Last Update:2015-07-01 Source: Internet

Author: User

Developer on Alibaba Coud: Build your first app with APIs, SDKs, and tutorials on the Alibaba Cloud. Read more ＞

Question:

You is given information about hotels in a country/city. X and Y coordinates of each hotel is known. You need to suggest the list of nearest hotels to a user who's querying from a particular point (X and Y coordinates of T He user is given). Distance is calculated as the straight line Distance between the user and the hotel coordinates.

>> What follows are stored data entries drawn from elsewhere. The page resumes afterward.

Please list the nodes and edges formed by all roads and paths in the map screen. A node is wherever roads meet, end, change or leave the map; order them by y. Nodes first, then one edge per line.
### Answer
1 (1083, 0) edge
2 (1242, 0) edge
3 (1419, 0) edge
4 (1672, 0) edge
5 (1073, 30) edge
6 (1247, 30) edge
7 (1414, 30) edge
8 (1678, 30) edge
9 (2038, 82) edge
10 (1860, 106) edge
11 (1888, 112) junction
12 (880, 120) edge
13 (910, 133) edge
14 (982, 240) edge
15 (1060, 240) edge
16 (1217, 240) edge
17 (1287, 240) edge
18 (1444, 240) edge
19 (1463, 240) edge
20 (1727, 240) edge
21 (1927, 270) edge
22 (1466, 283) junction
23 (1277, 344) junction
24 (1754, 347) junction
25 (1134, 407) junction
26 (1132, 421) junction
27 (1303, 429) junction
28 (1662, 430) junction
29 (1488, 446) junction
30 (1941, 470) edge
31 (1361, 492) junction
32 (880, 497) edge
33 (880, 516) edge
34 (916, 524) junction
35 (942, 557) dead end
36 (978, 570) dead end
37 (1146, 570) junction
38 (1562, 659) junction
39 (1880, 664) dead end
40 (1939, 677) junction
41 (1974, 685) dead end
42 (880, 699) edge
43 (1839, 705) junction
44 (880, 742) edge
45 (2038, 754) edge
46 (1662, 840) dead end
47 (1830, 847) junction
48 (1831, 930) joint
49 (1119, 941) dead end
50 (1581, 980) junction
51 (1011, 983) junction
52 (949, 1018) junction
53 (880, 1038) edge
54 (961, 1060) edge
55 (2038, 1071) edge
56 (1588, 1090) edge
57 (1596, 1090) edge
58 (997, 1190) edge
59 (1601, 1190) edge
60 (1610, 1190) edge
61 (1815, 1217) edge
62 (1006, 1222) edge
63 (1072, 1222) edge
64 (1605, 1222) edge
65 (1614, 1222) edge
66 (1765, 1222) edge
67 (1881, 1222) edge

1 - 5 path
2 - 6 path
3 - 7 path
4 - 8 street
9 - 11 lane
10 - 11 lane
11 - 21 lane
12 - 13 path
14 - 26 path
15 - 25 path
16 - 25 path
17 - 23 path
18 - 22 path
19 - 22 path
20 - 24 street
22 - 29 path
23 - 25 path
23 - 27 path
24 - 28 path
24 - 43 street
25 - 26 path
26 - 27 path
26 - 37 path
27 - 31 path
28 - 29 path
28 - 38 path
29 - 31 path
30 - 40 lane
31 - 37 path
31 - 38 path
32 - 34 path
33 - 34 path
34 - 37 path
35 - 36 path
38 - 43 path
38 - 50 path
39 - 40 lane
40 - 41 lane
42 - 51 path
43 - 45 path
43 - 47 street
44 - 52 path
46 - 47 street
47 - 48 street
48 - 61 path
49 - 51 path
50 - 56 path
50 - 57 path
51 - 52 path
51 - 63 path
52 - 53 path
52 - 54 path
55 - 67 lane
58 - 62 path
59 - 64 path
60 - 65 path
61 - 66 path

Assuming that the data size is n, you need to find K nearest hotel, the most direct way is to calculate the distance from the query coordinates of each hotel, with a small heap to record the nearest K hotels, the time complexity of O (Nlog (k)), the space complexity of O (k).

We can optimize the query efficiency by preprocessing the data. The coordinates of all hotels are sorted by x-coordinate first. For the query coordinates (x, y), given a (a guessed value), by the binary lookup interval [x-a,x+a], you can get all the x-coordinates of the hotel within the interval, and then record the nearest K hotels by a small heap of the previous method. We are not very concerned about the efficiency of data preprocessing, the time complexity is O (Nlog (n)), for the query, the time complexity of the binary lookup is O (log (n)), assuming that the results are filtered by a binary lookup of M, the second step of the time complexity of O (Mlog (k)). Therefore, the time complexity for the query is O (log (N)) +o (Mlog (k)). The problem of this approach is how to determine the value of a, inappropriate selection will cause (1) m too large, so that the query efficiency is reduced, (2) The result is inaccurate, because the possible K nearest hotel is outside the X range. If the result is not required to approximate the procedure completely and accurately, its efficiency is much higher than the previous method.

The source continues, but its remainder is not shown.